¡Oh, Fabio!

Luis Sánchez-Moliní

lmolini@grupojoly.com

Un cartel guapo, guapo

Chapó por el detalle de la foto de Silvio, el rockero que consiguió meter la teología católica en la noche golfa

Vaya por delante, cual escuadra de gastadores, que nos gusta el cartel de Miki Leal de la Macarena, aun siendo conscientes de que no somos ningún Díaz-Urmeneta y que el peso de nuestro juicio es escaso. De todas formas, para opinar de un afiche tampoco hay que ser la reencarnación de Angulo. Las razones de nuestro beneplácito no son conceptuales, ni siquiera plásticas. Simplemente lo vemos y nos place, como nos gusta la música de Bach o Chet Baker sin saber distinguir una corchea de una semicorchea; o uno de esos naturales que dio Pablo Aguado la pasada Feria sin que tengamos el Cossío en nuestra biblioteca. Esa es la grandeza del verdadero arte. No requiere mucha teoría, incluso ninguna, para valorarlo. Además, Miki Leal, como se ve en el cartel macareno, es un artista que está en su punto exacto de maduración y, para muchos, es el valor más firme de su generación, en la que habitan también pintores de mérito como Fernando Clemente o Rubén Guerrero. Y luego está ese detalle de la foto de Silvio, el rockero que sometió a censura eclesiástica un LP, el vecino más universal de Los Remedios, el parroquiano de esa cabeza de puente de la invasión china que fue el bar ABC. Cantó aquello de "Rezaré ante ti, porque eres madre universal… Te amo tanto, Esperanza del Amor, Macarena de Triana eres tú. ¡Viva España! ¡Viva Roma!" y metió la teología católica en el centro de la noche golfa y estudiantil de Sevilla… Nunca un misionero, ni el más osado entre caníbales hambrientos, se atrevió a tanto. Ole Silvio, el gran caballero del rock español. Hizo más por la Semana Santa que un millón de priostes revenidos.
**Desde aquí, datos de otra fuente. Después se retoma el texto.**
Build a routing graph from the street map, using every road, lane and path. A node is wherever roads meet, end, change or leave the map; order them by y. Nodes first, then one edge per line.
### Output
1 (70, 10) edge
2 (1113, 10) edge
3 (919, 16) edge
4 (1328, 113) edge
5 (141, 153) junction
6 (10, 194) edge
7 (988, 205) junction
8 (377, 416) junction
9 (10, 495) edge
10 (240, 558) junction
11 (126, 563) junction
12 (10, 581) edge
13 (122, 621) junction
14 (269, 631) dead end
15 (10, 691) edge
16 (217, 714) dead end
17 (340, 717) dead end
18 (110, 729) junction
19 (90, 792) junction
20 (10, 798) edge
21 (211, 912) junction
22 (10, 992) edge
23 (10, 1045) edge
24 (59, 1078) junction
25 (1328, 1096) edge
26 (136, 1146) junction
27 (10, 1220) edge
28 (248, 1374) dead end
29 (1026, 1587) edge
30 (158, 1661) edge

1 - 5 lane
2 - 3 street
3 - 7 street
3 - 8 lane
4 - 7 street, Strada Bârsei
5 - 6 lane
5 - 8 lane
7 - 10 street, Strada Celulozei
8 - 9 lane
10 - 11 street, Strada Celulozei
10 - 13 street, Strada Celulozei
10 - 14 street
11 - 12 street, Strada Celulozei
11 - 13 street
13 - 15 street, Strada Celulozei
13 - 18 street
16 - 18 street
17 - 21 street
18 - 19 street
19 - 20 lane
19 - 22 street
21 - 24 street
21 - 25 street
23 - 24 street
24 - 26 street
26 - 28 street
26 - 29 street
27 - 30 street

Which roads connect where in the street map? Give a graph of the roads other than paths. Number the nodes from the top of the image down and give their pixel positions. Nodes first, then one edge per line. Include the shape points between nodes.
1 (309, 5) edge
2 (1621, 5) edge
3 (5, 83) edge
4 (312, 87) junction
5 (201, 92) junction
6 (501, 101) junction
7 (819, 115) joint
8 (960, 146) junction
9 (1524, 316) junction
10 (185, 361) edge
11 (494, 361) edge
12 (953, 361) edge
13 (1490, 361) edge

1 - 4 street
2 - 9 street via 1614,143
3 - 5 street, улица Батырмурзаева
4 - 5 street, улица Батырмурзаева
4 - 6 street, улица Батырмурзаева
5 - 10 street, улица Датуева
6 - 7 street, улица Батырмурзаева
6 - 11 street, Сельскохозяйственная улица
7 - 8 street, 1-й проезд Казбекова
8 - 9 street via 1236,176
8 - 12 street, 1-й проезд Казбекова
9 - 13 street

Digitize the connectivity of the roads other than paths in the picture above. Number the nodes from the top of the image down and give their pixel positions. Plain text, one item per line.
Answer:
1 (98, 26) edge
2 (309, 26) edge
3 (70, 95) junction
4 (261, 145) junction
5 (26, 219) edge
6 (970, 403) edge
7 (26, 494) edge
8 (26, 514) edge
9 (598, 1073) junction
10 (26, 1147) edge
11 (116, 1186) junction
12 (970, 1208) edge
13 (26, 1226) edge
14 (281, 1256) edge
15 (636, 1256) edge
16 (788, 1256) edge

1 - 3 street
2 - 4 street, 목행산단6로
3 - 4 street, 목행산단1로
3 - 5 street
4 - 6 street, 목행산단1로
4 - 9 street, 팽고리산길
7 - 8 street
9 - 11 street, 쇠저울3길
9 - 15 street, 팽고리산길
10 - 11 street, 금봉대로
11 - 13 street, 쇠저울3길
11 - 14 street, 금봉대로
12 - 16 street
El cartel de Miki Leal es, como decían los más quinquis de nuestra quinta, "guapo, guapo". El acierto corresponde, además de al autor, a la Hermandad, que ha tenido el valor de encargarlo y sostenello, y al también pintor Ricardo Suárez, que se ha propuesto hacer con la Macarena lo que Juan Maestre hizo con la Maestranza, abrirla a las nuevas corrientes estéticas para sacarla de la modorra hortera y cateta del neobarroco o del folclorismo colorista. Es cierto que el arte contemporáneo es difícil de casar con las devociones ancestrales, hijo al fin y al cabo del descreimiento y el asesinato de Dios. Pero también lo es que esta nueva vía iniciada por la Macarena ha conseguido colocar la imagen de la Virgen de San Gil en casas de modernos con vocación de comecuras, que incluso tienen enmarcado el cartel que Manolo Cuervo hizo el año pasado, el del huevazo de pintura naranja. Lo curioso -y esperanzador- es la tremenda polémica que el cartel de Miki Leal ha levantado en las redes y algunas barras castizas. Queda claro que el cartelismo se ha convertido en un género vivo en nuestra ciudad, en una vía para el debate estético y la confrontación de ideas, aunque sea usando los cuernos más que el cerebro.